I'll come and see you in spite o' them a'"
--Logie O Buchan.
"I am going to be ill," said Mary, with trembling lips, "I feel as if I
were walking into a great darkness, Maggie."
They were driving toward Drumloch in the early morning, and there was that
haunted, terrified look in her eyes, with which a soul apprehensive of
suffering and danger bespeaks the help and sympathy of those near to it.
Maggie had seen the look before; the little children dying upon her knees
had pierced her heart with it. She remembered it, even in the eyes of
strong men driven by a sense of duty or humanity into the jaws of death.
Mary took her hand and clung to it; and let her head fall helplessly upon
Maggie's breast.

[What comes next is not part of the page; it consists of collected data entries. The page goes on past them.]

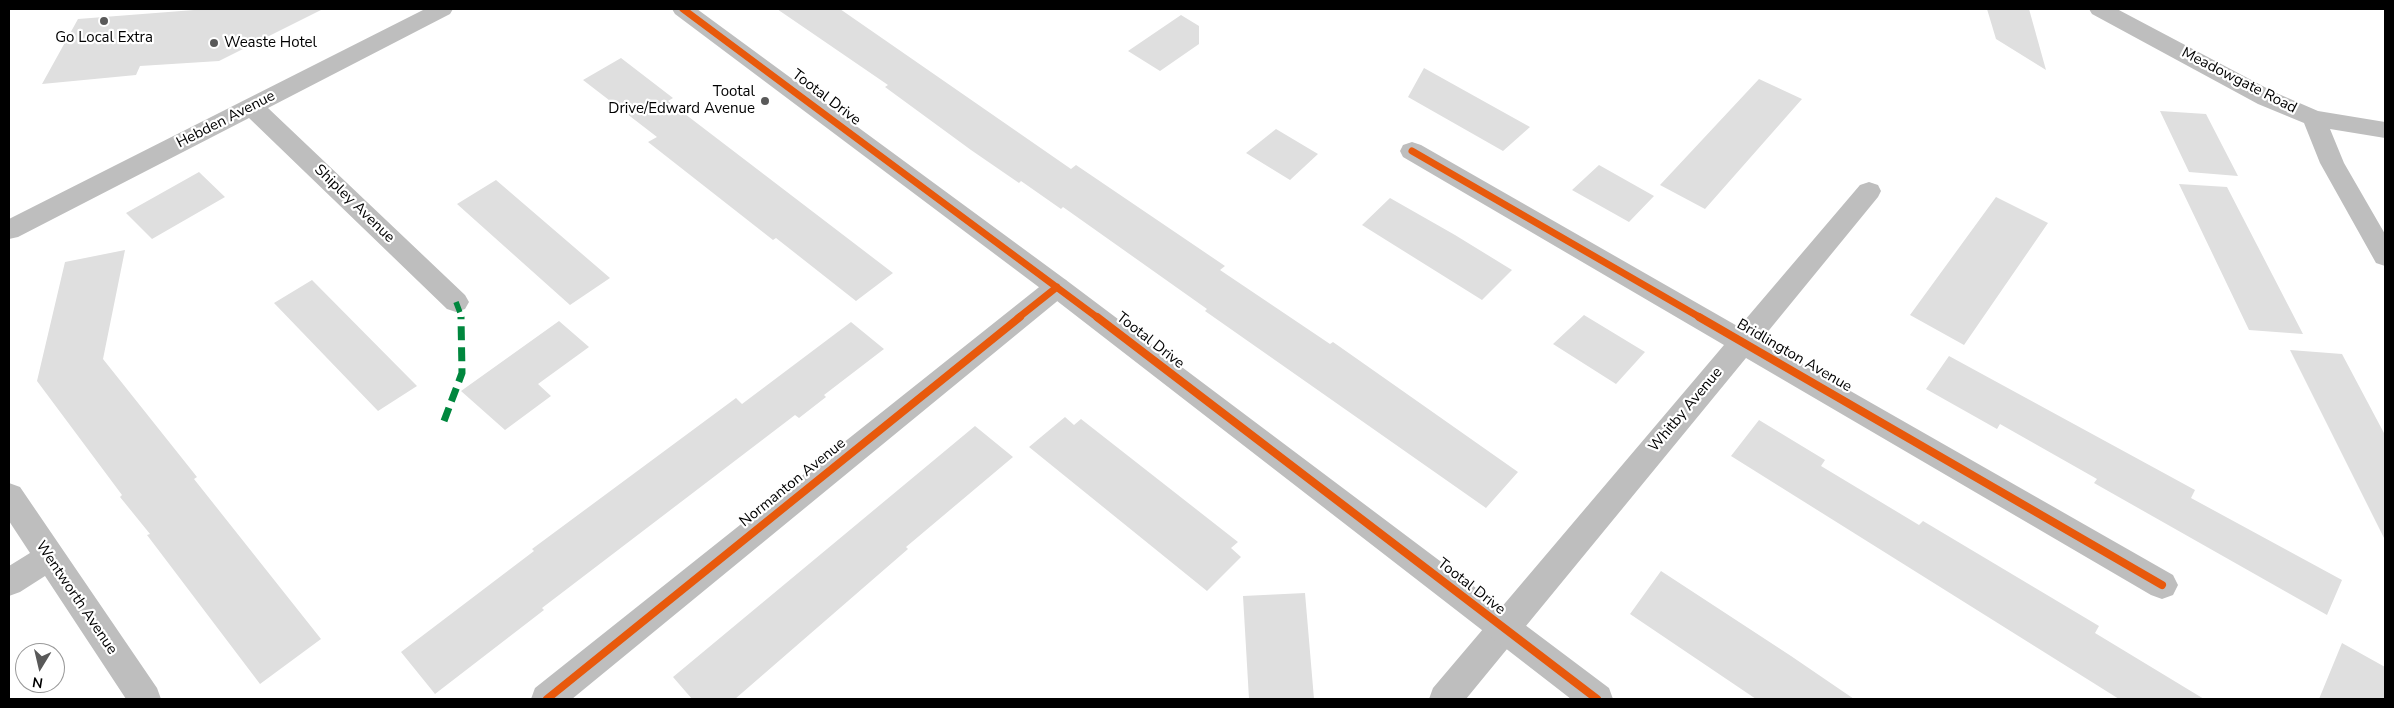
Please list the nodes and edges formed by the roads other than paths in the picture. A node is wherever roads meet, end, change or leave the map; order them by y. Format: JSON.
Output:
{"nodes":[{"id":1,"x":442,"y":9,"type":"edge"},
{"id":2,"x":683,"y":9,"type":"edge"},
{"id":3,"x":2100,"y":9,"type":"edge"},
{"id":4,"x":252,"y":107,"type":"junction"},
{"id":5,"x":2314,"y":118,"type":"junction"},
{"id":6,"x":2385,"y":130,"type":"edge"},
{"id":7,"x":1412,"y":151,"type":"dead end"},
{"id":8,"x":1869,"y":191,"type":"dead end"},
{"id":9,"x":9,"y":230,"type":"edge"},
{"id":10,"x":2385,"y":256,"type":"edge"},
{"id":11,"x":1057,"y":287,"type":"junction"},
{"id":12,"x":456,"y":302,"type":"dead end"},
{"id":13,"x":1743,"y":342,"type":"junction"},
{"id":14,"x":9,"y":496,"type":"edge"},
{"id":15,"x":48,"y":558,"type":"junction"},
{"id":16,"x":9,"y":582,"type":"edge"},
{"id":17,"x":2162,"y":585,"type":"dead end"},
{"id":18,"x":1502,"y":629,"type":"junction"},
{"id":19,"x":145,"y":699,"type":"edge"},
{"id":20,"x":546,"y":699,"type":"edge"},
{"id":21,"x":1445,"y":699,"type":"edge"},
{"id":22,"x":1597,"y":699,"type":"edge"}],
"edges":[{"from":1,"to":4,"type":"street","name":"Hebden Avenue"},
{"from":2,"to":11,"type":"street","name":"Tootal Drive"},
{"from":3,"to":5,"type":"street","name":"Meadowgate Road"},
{"from":4,"to":9,"type":"street","name":"Hebden Avenue"},
{"from":4,"to":12,"type":"street","name":"Shipley Avenue"},
{"from":5,"to":6,"type":"street","name":"Meadowgate Road"},
{"from":5,"to":10,"type":"street"},
{"from":7,"to":13,"type":"street","name":"Bridlington Avenue"},
{"from":8,"to":13,"type":"street","name":"Whitby Avenue"},
{"from":11,"to":18,"type":"street","name":"Tootal Drive"},
{"from":11,"to":20,"type":"street","name":"Normanton Avenue"},
{"from":13,"to":17,"type":"street","name":"Bridlington Avenue"},
{"from":13,"to":18,"type":"street","name":"Whitby Avenue"},
{"from":14,"to":15,"type":"street","name":"Wentworth Avenue"},
{"from":15,"to":16,"type":"street"},
{"from":15,"to":19,"type":"street","name":"Wentworth Avenue"},
{"from":18,"to":21,"type":"street"},
{"from":18,"to":22,"type":"street","name":"Tootal Drive"}]}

When they reached home, she had almost to be carried to
her room, and servants were sent off on fleet horses for medical aid.
"A bad case of inflammation of the lungs," was the doctor's verdict. "It
is likely to be a serious business, Miss Promoter, and Miss Campbell's
friends should be informed at once of her condition."

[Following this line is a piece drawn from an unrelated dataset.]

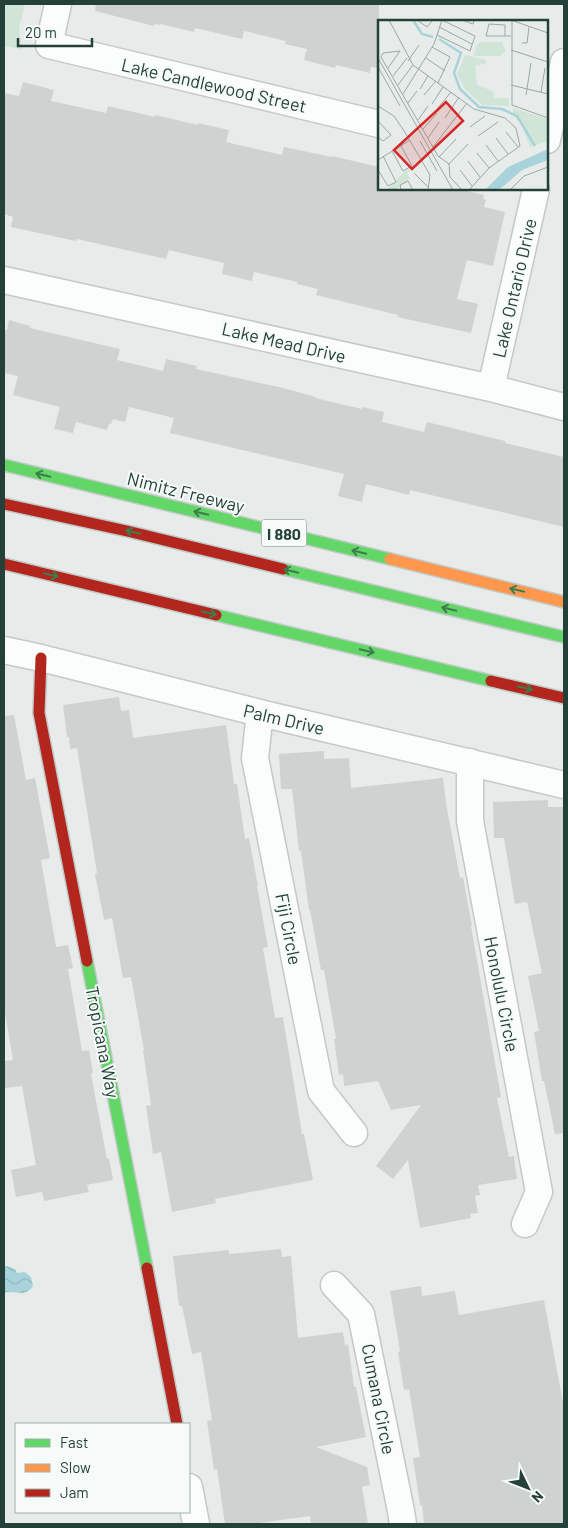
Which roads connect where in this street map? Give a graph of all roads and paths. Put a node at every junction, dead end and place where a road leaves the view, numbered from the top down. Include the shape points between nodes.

Mary would not be spoken to on the subject. "Her uncle," she said, "was
her only friend. In his last letter he had told her to send communications
to the Hotel Neva at Riga. It was uncertain when he would get there. And
what was the use of alarming him, when he was too far away to help her?"
Maggie perceived from the first moment of Mary's conviction of danger and
suffering, that the girl had flung herself upon her love and care. With
all her soul she accepted the charge. She would have held herself as
unworthy to live if she had had one moment's reluctance in the matter. In
strong physical anguish it is almost impossible to be generous and
self-forgetting, and Mary, in the first hours of acute, lacerating agony,
forgot all things but her ever-present need of relief. Early in the second
day the fever reached the brain, and her talk became incoherent. It
required all Maggie's firm strength and tender love to control the
suffering girl.
And it was nearly time for her tryst with Allan. On the twenty-ninth of
August he had bidden her farewell; two years from that day he had promised
to be in Pittenloch. She believed he would keep his promise; but how was
she to keep hers? Only by being recreant to every sentiment of honor,
gratitude and humanity. "And if I could be that false to Mary Campbell, I
wad weel deserve that Allan should be false to me," she said. She had
never read Carlyle, never heard of him, but she arrived at his famous
dictum, as millions of good men and women have done, by the simplest
process of conscientious thought: "I'll do the duty that lies close by my
hand and heart, and leave the rest to One wiser than I am."